AIM OF THE TASK: In your copy of the data, include no pictures and alter nothing else.
──────── INPUT MATERIAL
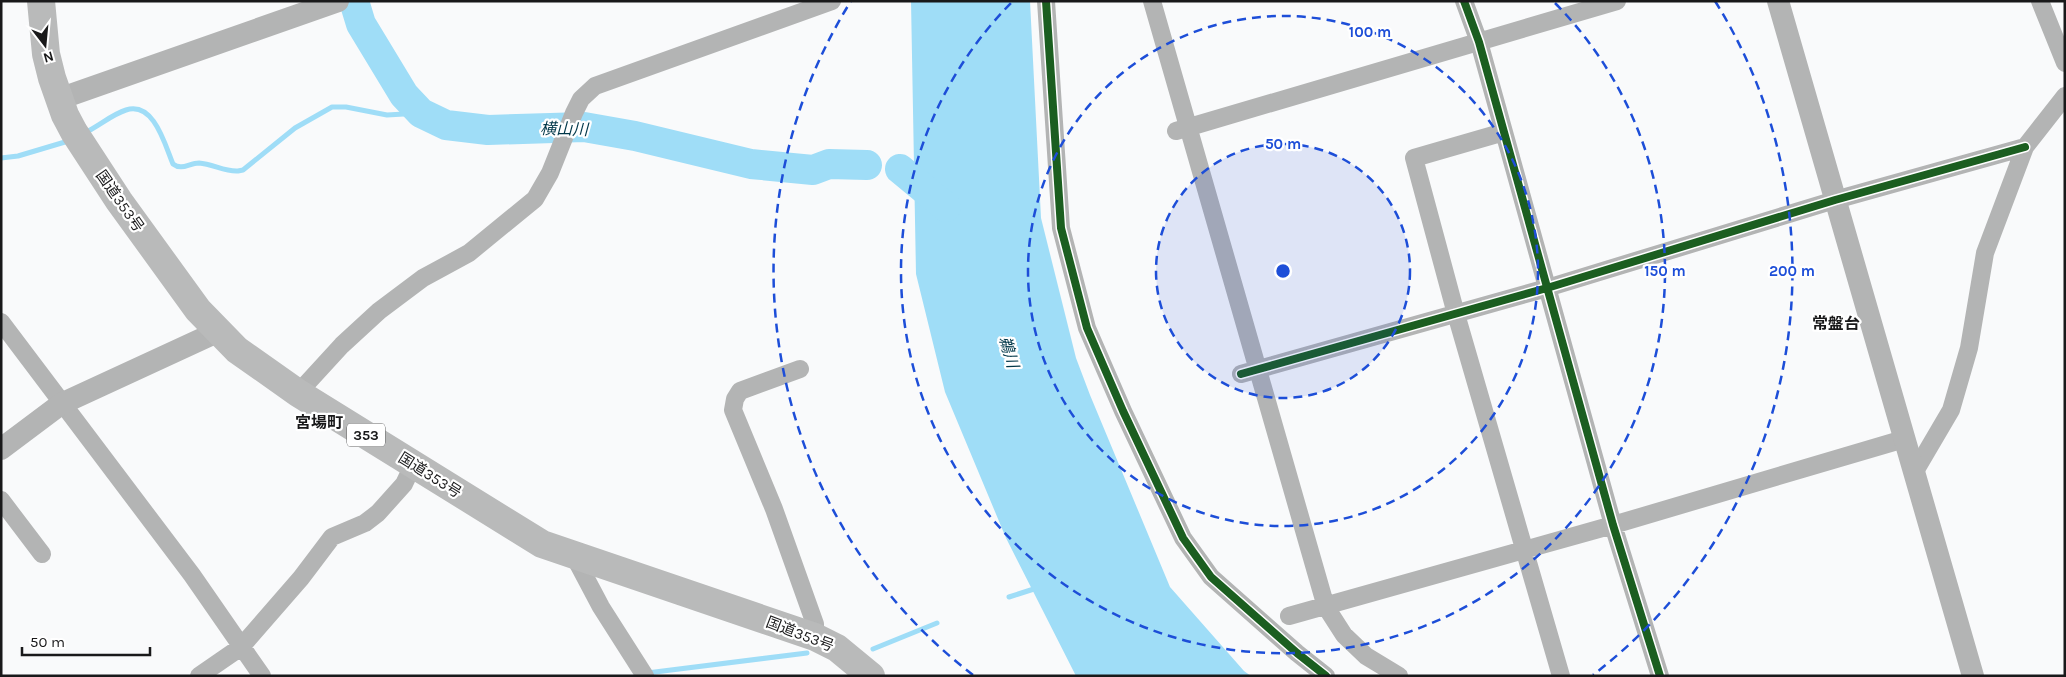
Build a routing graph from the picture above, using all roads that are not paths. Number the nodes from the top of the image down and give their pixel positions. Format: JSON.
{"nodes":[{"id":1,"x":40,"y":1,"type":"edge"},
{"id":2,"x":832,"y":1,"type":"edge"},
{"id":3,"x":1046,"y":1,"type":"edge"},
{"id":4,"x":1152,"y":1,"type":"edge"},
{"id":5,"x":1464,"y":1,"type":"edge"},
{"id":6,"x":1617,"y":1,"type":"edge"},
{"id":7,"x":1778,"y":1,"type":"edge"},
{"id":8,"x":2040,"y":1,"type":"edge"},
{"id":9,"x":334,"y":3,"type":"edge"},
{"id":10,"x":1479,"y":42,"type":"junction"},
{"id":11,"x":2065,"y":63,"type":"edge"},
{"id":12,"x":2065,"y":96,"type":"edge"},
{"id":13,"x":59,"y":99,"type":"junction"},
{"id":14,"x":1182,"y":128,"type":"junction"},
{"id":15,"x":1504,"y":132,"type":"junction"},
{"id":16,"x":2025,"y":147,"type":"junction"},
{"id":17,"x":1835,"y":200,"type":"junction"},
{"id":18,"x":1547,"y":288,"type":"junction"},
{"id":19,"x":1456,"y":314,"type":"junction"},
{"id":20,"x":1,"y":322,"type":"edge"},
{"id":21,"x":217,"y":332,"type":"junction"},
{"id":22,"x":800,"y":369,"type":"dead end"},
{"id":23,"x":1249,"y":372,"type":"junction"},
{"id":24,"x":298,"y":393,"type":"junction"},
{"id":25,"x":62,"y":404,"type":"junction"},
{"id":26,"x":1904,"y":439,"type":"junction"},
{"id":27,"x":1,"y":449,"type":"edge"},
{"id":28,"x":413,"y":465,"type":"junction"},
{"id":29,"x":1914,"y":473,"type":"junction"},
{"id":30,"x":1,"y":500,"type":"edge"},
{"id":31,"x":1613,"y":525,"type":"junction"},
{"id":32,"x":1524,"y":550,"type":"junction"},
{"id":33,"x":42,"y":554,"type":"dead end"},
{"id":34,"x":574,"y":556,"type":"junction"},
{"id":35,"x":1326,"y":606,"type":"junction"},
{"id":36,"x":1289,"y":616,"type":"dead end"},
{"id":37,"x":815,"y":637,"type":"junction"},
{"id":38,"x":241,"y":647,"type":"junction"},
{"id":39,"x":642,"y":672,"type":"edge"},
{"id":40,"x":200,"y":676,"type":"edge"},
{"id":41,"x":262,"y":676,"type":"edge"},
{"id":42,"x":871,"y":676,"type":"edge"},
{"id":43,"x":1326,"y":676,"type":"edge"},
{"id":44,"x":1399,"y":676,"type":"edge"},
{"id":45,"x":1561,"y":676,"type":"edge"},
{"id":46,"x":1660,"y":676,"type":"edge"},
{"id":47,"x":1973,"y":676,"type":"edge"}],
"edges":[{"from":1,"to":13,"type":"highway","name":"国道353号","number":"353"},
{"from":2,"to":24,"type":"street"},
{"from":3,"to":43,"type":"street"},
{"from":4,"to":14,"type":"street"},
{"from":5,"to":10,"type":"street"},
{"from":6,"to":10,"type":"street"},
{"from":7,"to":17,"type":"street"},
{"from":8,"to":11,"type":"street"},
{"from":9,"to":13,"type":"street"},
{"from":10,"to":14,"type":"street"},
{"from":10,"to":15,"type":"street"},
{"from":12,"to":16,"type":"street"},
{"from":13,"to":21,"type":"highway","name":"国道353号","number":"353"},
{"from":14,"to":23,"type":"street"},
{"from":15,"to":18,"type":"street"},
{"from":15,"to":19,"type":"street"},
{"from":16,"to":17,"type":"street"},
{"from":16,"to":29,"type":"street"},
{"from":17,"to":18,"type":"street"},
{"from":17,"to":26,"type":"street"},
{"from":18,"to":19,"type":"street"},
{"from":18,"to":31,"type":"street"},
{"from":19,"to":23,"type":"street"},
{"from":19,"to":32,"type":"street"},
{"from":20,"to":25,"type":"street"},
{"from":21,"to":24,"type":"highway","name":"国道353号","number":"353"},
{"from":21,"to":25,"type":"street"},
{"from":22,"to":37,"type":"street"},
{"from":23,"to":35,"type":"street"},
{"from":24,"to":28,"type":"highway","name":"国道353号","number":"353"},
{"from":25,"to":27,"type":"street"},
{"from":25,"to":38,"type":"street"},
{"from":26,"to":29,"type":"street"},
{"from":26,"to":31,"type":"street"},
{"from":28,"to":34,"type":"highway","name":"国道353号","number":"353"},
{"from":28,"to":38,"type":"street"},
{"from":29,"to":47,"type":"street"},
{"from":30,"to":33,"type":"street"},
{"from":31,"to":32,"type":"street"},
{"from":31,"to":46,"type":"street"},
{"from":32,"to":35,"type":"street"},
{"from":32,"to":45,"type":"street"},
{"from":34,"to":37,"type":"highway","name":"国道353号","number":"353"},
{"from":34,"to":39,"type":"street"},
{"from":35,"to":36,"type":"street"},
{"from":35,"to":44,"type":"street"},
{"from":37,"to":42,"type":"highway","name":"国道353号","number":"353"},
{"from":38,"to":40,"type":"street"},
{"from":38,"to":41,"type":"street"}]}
────────────────
FINISHED TASK:
Build a routing graph from the picture above, using all roads that are not paths. Number the nodes from the top of the image down and give their pixel positions. Format: JSON.
{"nodes":[{"id":1,"x":40,"y":1,"type":"edge"},
{"id":2,"x":832,"y":1,"type":"edge"},
{"id":3,"x":1046,"y":1,"type":"edge"},
{"id":4,"x":1152,"y":1,"type":"edge"},
{"id":5,"x":1464,"y":1,"type":"edge"},
{"id":6,"x":1617,"y":1,"type":"edge"},
{"id":7,"x":1778,"y":1,"type":"edge"},
{"id":8,"x":2040,"y":1,"type":"edge"},
{"id":9,"x":334,"y":3,"type":"edge"},
{"id":10,"x":1479,"y":42,"type":"junction"},
{"id":11,"x":2065,"y":63,"type":"edge"},
{"id":12,"x":2065,"y":96,"type":"edge"},
{"id":13,"x":59,"y":99,"type":"junction"},
{"id":14,"x":1182,"y":128,"type":"junction"},
{"id":15,"x":1504,"y":132,"type":"junction"},
{"id":16,"x":2025,"y":147,"type":"junction"},
{"id":17,"x":1835,"y":200,"type":"junction"},
{"id":18,"x":1547,"y":288,"type":"junction"},
{"id":19,"x":1456,"y":314,"type":"junction"},
{"id":20,"x":1,"y":322,"type":"edge"},
{"id":21,"x":217,"y":332,"type":"junction"},
{"id":22,"x":800,"y":369,"type":"dead end"},
{"id":23,"x":1249,"y":372,"type":"junction"},
{"id":24,"x":298,"y":393,"type":"junction"},
{"id":25,"x":62,"y":404,"type":"junction"},
{"id":26,"x":1904,"y":439,"type":"junction"},
{"id":27,"x":1,"y":449,"type":"edge"},
{"id":28,"x":413,"y":465,"type":"junction"},
{"id":29,"x":1914,"y":473,"type":"junction"},
{"id":30,"x":1,"y":500,"type":"edge"},
{"id":31,"x":1613,"y":525,"type":"junction"},
{"id":32,"x":1524,"y":550,"type":"junction"},
{"id":33,"x":42,"y":554,"type":"dead end"},
{"id":34,"x":574,"y":556,"type":"junction"},
{"id":35,"x":1326,"y":606,"type":"junction"},
{"id":36,"x":1289,"y":616,"type":"dead end"},
{"id":37,"x":815,"y":637,"type":"junction"},
{"id":38,"x":241,"y":647,"type":"junction"},
{"id":39,"x":642,"y":672,"type":"edge"},
{"id":40,"x":200,"y":676,"type":"edge"},
{"id":41,"x":262,"y":676,"type":"edge"},
{"id":42,"x":871,"y":676,"type":"edge"},
{"id":43,"x":1326,"y":676,"type":"edge"},
{"id":44,"x":1399,"y":676,"type":"edge"},
{"id":45,"x":1561,"y":676,"type":"edge"},
{"id":46,"x":1660,"y":676,"type":"edge"},
{"id":47,"x":1973,"y":676,"type":"edge"}],
"edges":[{"from":1,"to":13,"type":"highway","name":"国道353号","number":"353"},
{"from":2,"to":24,"type":"street"},
{"from":3,"to":43,"type":"street"},
{"from":4,"to":14,"type":"street"},
{"from":5,"to":10,"type":"street"},
{"from":6,"to":10,"type":"street"},
{"from":7,"to":17,"type":"street"},
{"from":8,"to":11,"type":"street"},
{"from":9,"to":13,"type":"street"},
{"from":10,"to":14,"type":"street"},
{"from":10,"to":15,"type":"street"},
{"from":12,"to":16,"type":"street"},
{"from":13,"to":21,"type":"highway","name":"国道353号","number":"353"},
{"from":14,"to":23,"type":"street"},
{"from":15,"to":18,"type":"street"},
{"from":15,"to":19,"type":"street"},
{"from":16,"to":17,"type":"street"},
{"from":16,"to":29,"type":"street"},
{"from":17,"to":18,"type":"street"},
{"from":17,"to":26,"type":"street"},
{"from":18,"to":19,"type":"street"},
{"from":18,"to":31,"type":"street"},
{"from":19,"to":23,"type":"street"},
{"from":19,"to":32,"type":"street"},
{"from":20,"to":25,"type":"street"},
{"from":21,"to":24,"type":"highway","name":"国道353号","number":"353"},
{"from":21,"to":25,"type":"street"},
{"from":22,"to":37,"type":"street"},
{"from":23,"to":35,"type":"street"},
{"from":24,"to":28,"type":"highway","name":"国道353号","number":"353"},
{"from":25,"to":27,"type":"street"},
{"from":25,"to":38,"type":"street"},
{"from":26,"to":29,"type":"street"},
{"from":26,"to":31,"type":"street"},
{"from":28,"to":34,"type":"highway","name":"国道353号","number":"353"},
{"from":28,"to":38,"type":"street"},
{"from":29,"to":47,"type":"street"},
{"from":30,"to":33,"type":"street"},
{"from":31,"to":32,"type":"street"},
{"from":31,"to":46,"type":"street"},
{"from":32,"to":35,"type":"street"},
{"from":32,"to":45,"type":"street"},
{"from":34,"to":37,"type":"highway","name":"国道353号","number":"353"},
{"from":34,"to":39,"type":"street"},
{"from":35,"to":36,"type":"street"},
{"from":35,"to":44,"type":"street"},
{"from":37,"to":42,"type":"highway","name":"国道353号","number":"353"},
{"from":38,"to":40,"type":"street"},
{"from":38,"to":41,"type":"street"}]}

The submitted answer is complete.